RE: The Principle of Contingent Causation: The Impossibility of Infinite Regress.
(July 13, 2023 at 10:29 pm)Belacqua Wrote:
(July 13, 2023 at 9:51 pm)Bucky Ball Wrote: Can you show your work, totaling it up, and if "nearly all  of it is clearly contingent", what is the small part that isn't contingent, and how do you know ?

If a thing is contingent, it depends for its existence on the existence of something else. 

So for example, life on earth is dependent, directly or indirectly, on the sun.

The sun depends for its existence on the existence of hydrogen.
Please note that you shifted the sense of the word 'dependent' here. The first example is the result of the reactions in the sun producing the light required to drive the chemical reactions of life. Any other G2 star in place of the sun would work equally well. So, in a sense, it is accidental that life is dependent on the sun. it would be more accurate that life depends on the existence of certain sources of energy and the sun is one potential source.

The sun depends on hydrogen in a different sense: it is composed of hydrogen (and helium). But in order to provide the energy for the last step, the sun has to be a certain size, so life is 'dependent' on the sun being a certain size and type of star (unless the energy is provided some other way, like in deep sea vents).

Can you at least agree that your term has shifted meaning between these two examples?

Quote:Hydrogen depends for its existence on the existence of sub-atomic particles.

This is in the second sense: being composed of something. We can also allow for dependency on specific arrangements of the composing objects (different molecular isomers, for example).

Hmm...what does the arrangement depend upon?

Quote:Sub-atomic particles depend for their existence on the laws of nature being what they are. 

This is a bit different. What does it mean to be a law of nature and in what sense do the subatomic particles depend on those laws? Would you not be able to say directly that the sun depends on those laws? or that life on Earth does?

Quote:All of this depends for its existence on the existence of space/time. If there was no space/time, none of this would exist.

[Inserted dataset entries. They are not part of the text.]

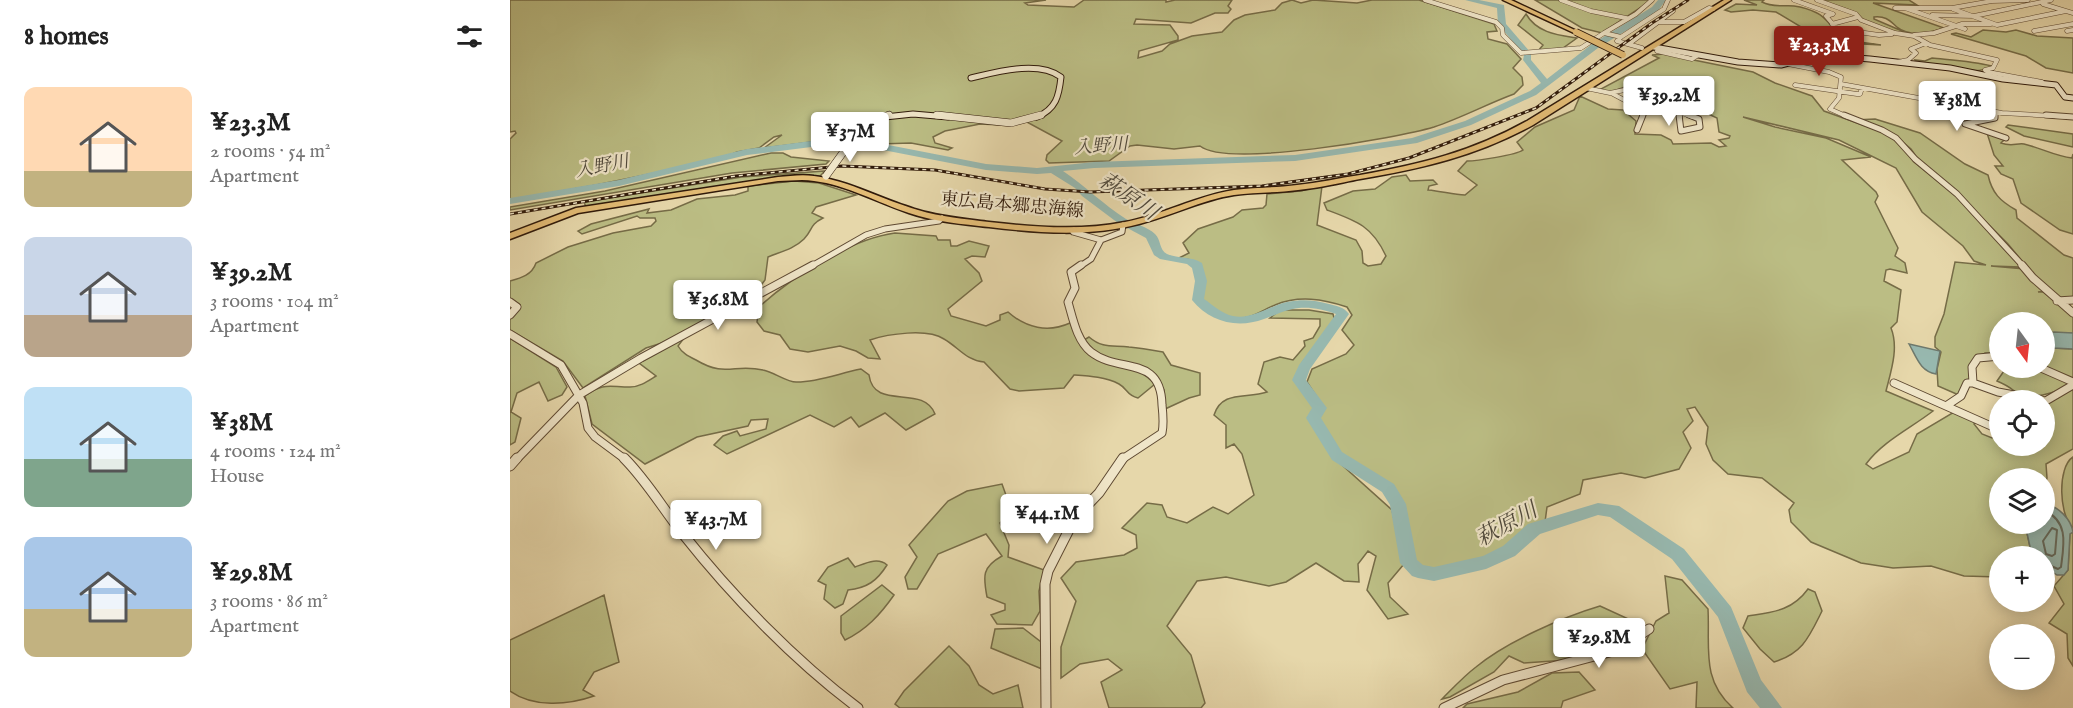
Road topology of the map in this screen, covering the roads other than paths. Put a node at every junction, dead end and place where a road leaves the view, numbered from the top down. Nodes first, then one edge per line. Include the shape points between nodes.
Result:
1 (1425, 0) edge
2 (1506, 0) edge
3 (1561, 0) edge
4 (1652, 0) edge
5 (1668, 0) edge
6 (1728, 0) edge
7 (1794, 0) edge
8 (1817, 0) edge
9 (2030, 0) edge
10 (2050, 0) edge
11 (2042, 3) junction
12 (1943, 4) dead end
13 (1894, 8) dead end
14 (1905, 8) junction
15 (1952, 8) junction
16 (1713, 9) junction
17 (2068, 9) junction
18 (1847, 10) junction
19 (1673, 11) dead end
20 (1833, 14) junction
21 (2073, 14) edge
22 (1926, 16) junction
23 (1974, 16) junction
24 (1858, 17) junction
25 (1626, 18) junction
26 (1658, 22) junction
27 (2073, 22) edge
28 (1832, 24) junction
29 (1869, 24) junction
30 (1955, 25) junction
31 (1997, 25) junction
32 (1858, 28) junction
33 (1965, 29) dead end
34 (2073, 30) edge
35 (1849, 31) junction
36 (2034, 31) dead end
37 (2067, 31) dead end
38 (1605, 33) junction
39 (1895, 33) junction
40 (1874, 35) junction
41 (1914, 36) junction
42 (1619, 37) junction
43 (1926, 43) junction
44 (1629, 44) junction
45 (1642, 48) dead end
46 (1655, 49) junction
47 (1634, 59) junction
48 (1898, 62) junction
49 (1788, 64) junction
50 (971, 78) dead end
51 (2043, 82) junction
52 (1841, 84) junction
53 (1795, 85) dead end
54 (1586, 88) junction
55 (1862, 88) junction
56 (1840, 90) junction
57 (1610, 93) junction
58 (2073, 98) edge
59 (1679, 112) junction
60 (1996, 112) junction
61 (2073, 117) edge
62 (1637, 130) dead end
63 (2006, 138) dead end
64 (824, 178) junction
65 (942, 218) junction
66 (1123, 225) junction
67 (1074, 230) junction
68 (510, 236) edge
69 (1101, 240) junction
70 (2073, 300) edge
71 (2057, 301) junction
72 (510, 302) edge
73 (2073, 314) edge
74 (510, 315) edge
75 (510, 334) edge
76 (1989, 357) edge
77 (2055, 375) edge
78 (1894, 383) dead end
79 (1973, 383) junction
80 (2073, 383) edge
81 (1992, 390) edge
82 (2055, 394) edge
83 (579, 395) junction
84 (1946, 406) junction
85 (1989, 425) edge
86 (510, 466) edge
87 (1649, 629) dead end
88 (857, 708) edge
89 (1046, 708) edge
90 (1444, 708) edge

1 - 38 street via 1496,22 1505,38 1521,53 1581,48
2 - 47 main road, bridge
3 - 25 street
4 - 25 street via 1646,8
5 - 42 street via 1664,9
6 - 16 main road, 東広島本郷忠海線
7 - 20 street
8 - 18 street
9 - 11 street
9 - 15 street
10 - 11 street
10 - 17 street
11 - 17 street
11 - 23 street
12 - 15 street
13 - 14 street
14 - 15 street
14 - 22 street
15 - 23 street
16 - 26 street via 1684,22
16 - 46 main road, 東広島本郷忠海線
17 - 21 street
17 - 31 street
18 - 20 street
18 - 24 street
19 - 26 street
20 - 28 street via 1826,16
22 - 23 street
22 - 30 street
23 - 31 street
24 - 28 street
24 - 29 street
25 - 38 street
26 - 44 street
27 - 36 street
28 - 35 street
29 - 32 street
29 - 39 street
30 - 31 street
30 - 33 street
30 - 41 street
32 - 35 street
32 - 40 street
34 - 37 street
35 - 40 street
38 - 42 street
39 - 40 street
39 - 41 street
41 - 43 street
42 - 44 street via 1617,40
43 - 48 street via 1911,49 1916,53 1908,60
43 - 51 street via 1997,60 1993,68 1985,70 1988,72
44 - 45 street
46 - 47 main road, 東広島本郷忠海線
46 - 49 street via 1738,62
47 - 54 main road, 東広島本郷忠海線
48 - 49 street via 1819,55
48 - 51 street
49 - 52 street via 1837,75
50 - 64 street, bridge via 1042,69 1062,77 1054,105 1029,120 997,124 897,113 873,119 861,128
51 - 58 street
52 - 55 street
52 - 56 street
53 - 56 street
54 - 57 street
54 - 66 main road, 東広島本郷忠海線 via 1500,141 1452,159 1316,185 1213,196
55 - 56 street via 1860,94
55 - 60 street
56 - 71 street via 1832,111 1896,138 1957,194 2032,279
57 - 59 street via 1634,88 1655,90
57 - 62 street via 1645,111
59 - 59 street via 1681,131 1700,128 1699,119
60 - 61 street
60 - 63 street via 1995,118 1965,124
64 - 65 main road, 東広島本郷忠海線 via 907,211
64 - 68 main road, 東広島本郷忠海線 via 778,179 605,206 555,218
65 - 67 main road, 東広島本郷忠海線
65 - 83 street via 858,238
66 - 67 main road, 東広島本郷忠海線
66 - 69 street via 1122,232
67 - 69 street
69 - 89 street via 1091,259 1071,272 1075,288 1068,302 1073,320 1084,346 1097,357 1138,367 1157,381 1163,428 1156,438 1122,459 1099,493 1075,518 1048,571
70 - 71 street
71 - 73 street
72 - 74 street via 516,307
75 - 83 street via 561,365
76 - 79 street via 1978,358 1972,367
77 - 80 street
78 - 84 street
79 - 81 street
79 - 84 street via 1967,384 1962,396
80 - 82 street
83 - 86 street
83 - 88 street via 588,428 595,437 639,473 684,535 755,615 825,683
84 - 85 street
87 - 90 street via 1617,650 1503,680

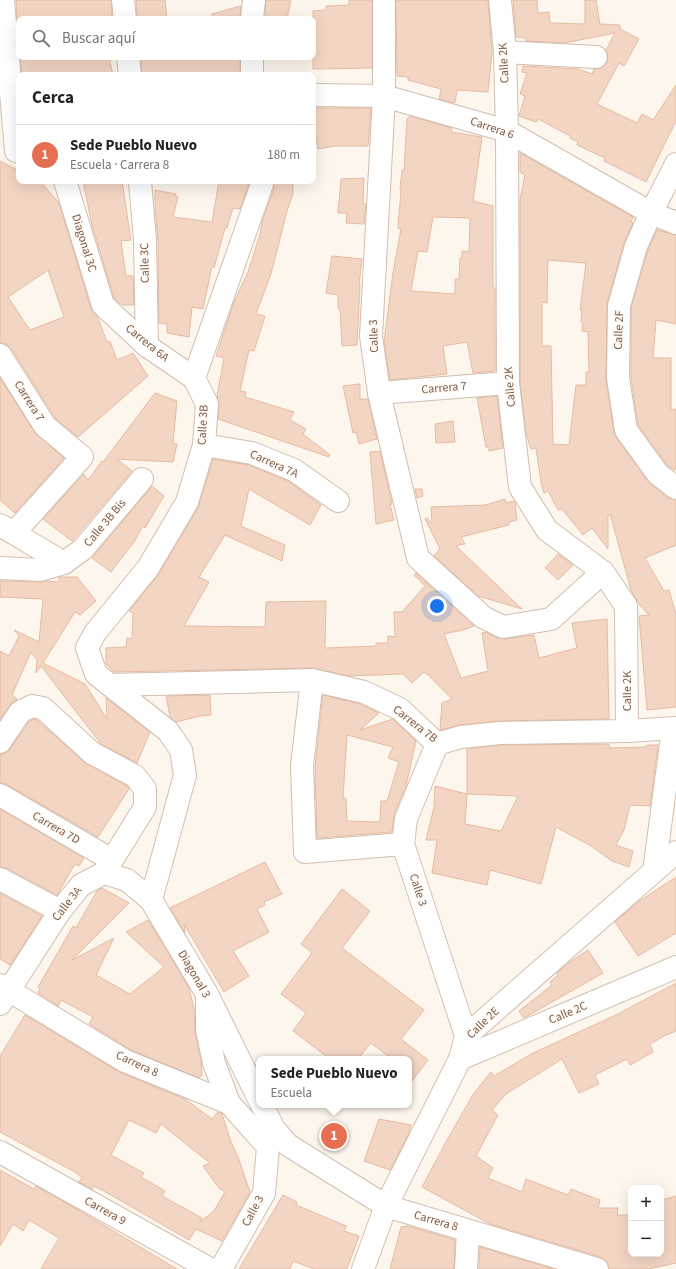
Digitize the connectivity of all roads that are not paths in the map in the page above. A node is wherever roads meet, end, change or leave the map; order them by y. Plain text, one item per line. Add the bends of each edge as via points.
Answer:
1 (3, 0) edge
2 (123, 0) edge
3 (254, 0) edge
4 (384, 0) edge
5 (500, 0) edge
6 (125, 16) edge
7 (252, 16) edge
8 (505, 52) junction
9 (596, 57) dead end
10 (128, 60) edge
11 (252, 60) edge
12 (130, 72) edge
13 (252, 72) edge
14 (316, 95) edge
15 (384, 96) junction
16 (507, 131) junction
17 (12, 149) edge
18 (676, 164) edge
19 (67, 184) edge
20 (140, 184) edge
21 (262, 184) edge
22 (651, 212) junction
23 (676, 223) edge
24 (103, 305) joint
25 (147, 346) junction
26 (0, 355) edge
27 (194, 378) junction
28 (508, 383) junction
29 (380, 393) junction
30 (204, 445) junction
31 (142, 479) dead end
32 (676, 488) edge
33 (338, 501) dead end
34 (7, 529) edge
35 (64, 563) junction
36 (0, 568) edge
37 (603, 572) junction
38 (312, 680) junction
39 (110, 685) junction
40 (674, 728) edge
41 (627, 730) junction
42 (0, 742) edge
43 (437, 744) junction
44 (0, 795) edge
45 (404, 844) junction
46 (676, 852) edge
47 (108, 867) junction
48 (654, 871) junction
49 (0, 879) edge
50 (151, 900) junction
51 (60, 911) junction
52 (676, 967) edge
53 (3, 993) edge
54 (207, 994) junction
55 (466, 1036) junction
56 (460, 1058) junction
57 (256, 1093) edge
58 (229, 1103) junction
59 (264, 1108) edge
60 (278, 1146) junction
61 (0, 1152) edge
62 (386, 1206) junction
63 (468, 1231) junction
64 (210, 1269) edge
65 (221, 1269) edge
66 (363, 1269) edge
67 (466, 1269) edge
68 (597, 1269) edge

1 - 17 street
2 - 6 street
3 - 7 street
4 - 15 street, Calle 3
5 - 8 street, Calle 2K
8 - 9 street
8 - 16 street, Calle 2K
10 - 12 street
11 - 13 street
14 - 15 street, Carrera 6
15 - 16 street, Carrera 6
15 - 29 street, Calle 3 via 372,336
16 - 22 street, Carrera 6
16 - 28 street, Calle 2K
18 - 22 street, Calle 2F
19 - 24 street, Diagonal 3C
20 - 25 street, Calle 3C via 145,241
21 - 27 street
22 - 23 street, Carrera 6
22 - 32 street, Calle 2F via 636,246 619,306 618,378 626,430 658,474
24 - 25 street, Carrera 6A
25 - 27 street, Carrera 6A
26 - 34 street, Carrera 7 via 45,426 82,458
27 - 30 street, Calle 3B via 207,404
28 - 29 street, Carrera 7
28 - 37 street, Calle 2K via 520,487 547,530
29 - 37 street, Calle 3 via 418,558 483,617 503,627 551,619
30 - 33 street, Carrera 7A via 252,452 294,470
30 - 39 street, Calle 3B via 187,502 148,568 95,633 87,648 96,674
31 - 35 street, Calle 3B Bis via 83,549
34 - 35 street
35 - 36 street via 40,570
37 - 41 street, Calle 2K via 626,606
38 - 39 street, Carrera 7B
38 - 43 street, Carrera 7B via 364,692 400,709
38 - 45 street via 302,766 304,852
39 - 50 street via 168,730 181,750 185,775
40 - 41 street, Carrera 7B
40 - 48 street
41 - 43 street, Carrera 7B via 500,732
42 - 47 street via 20,712 32,706 43,708 92,753 135,776 145,789 145,807
43 - 45 street, Calle 3 via 406,819
44 - 47 street, Carrera 7D
45 - 55 street, Calle 3
46 - 48 street, Calle 2E
47 - 50 street, Diagonal 3
47 - 51 street, Calle 3A via 81,885
48 - 55 street, Calle 2E
49 - 51 street
50 - 54 street, Diagonal 3
51 - 53 street, Calle 3A
52 - 56 street, Calle 2C
53 - 58 street, Carrera 8 via 125,1061
54 - 57 street, Diagonal 3
54 - 58 street via 207,1030 214,1063
55 - 56 street, Calle 2E
56 - 62 street, Calle 2E
58 - 60 street, Carrera 8
59 - 60 street via 274,1129
60 - 62 street, Carrera 8
60 - 65 street, Calle 3 via 264,1193
61 - 64 street, Carrera 9
62 - 63 street, Carrera 8
62 - 66 street, Calle 2E
63 - 67 street
63 - 68 street, Carrera 8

That is not at all clear. In what sense does the existence of the laws of nature depend upon spacetime as opposed to the other way around? Or, perhaps, they are mutually dependent. An intriguing possibility for your argument, eh?

[/quote]
If you know of anything which is NOT dependent for its existence on space/time or the laws of nature, I would be interested to hear about it. 
[/quote]
Well, the most obvious example would be mathematical objects. Do they depend on the laws of nature or on the existence of spacetime? Of course, it can be asked whether they actually 'exist'. But then, the same could be asked equally validly of the laws of nature. In what sense do they exist and in what sense to things 'depend' upon them?

Plato would suggest Forms as another example. But abstract concepts could be examples even in the absence of platonic philosophy.

For example are the laws of nature descriptive? So, they are simply ways to describe the properties of things in the universe? In that case, the laws and the  properties of things would be co-existent (co-dependent?). But, while the subatomic particles could be said to 'depend' on their properties, it could equally well be said that the properties 'depend' on the subatomic particles.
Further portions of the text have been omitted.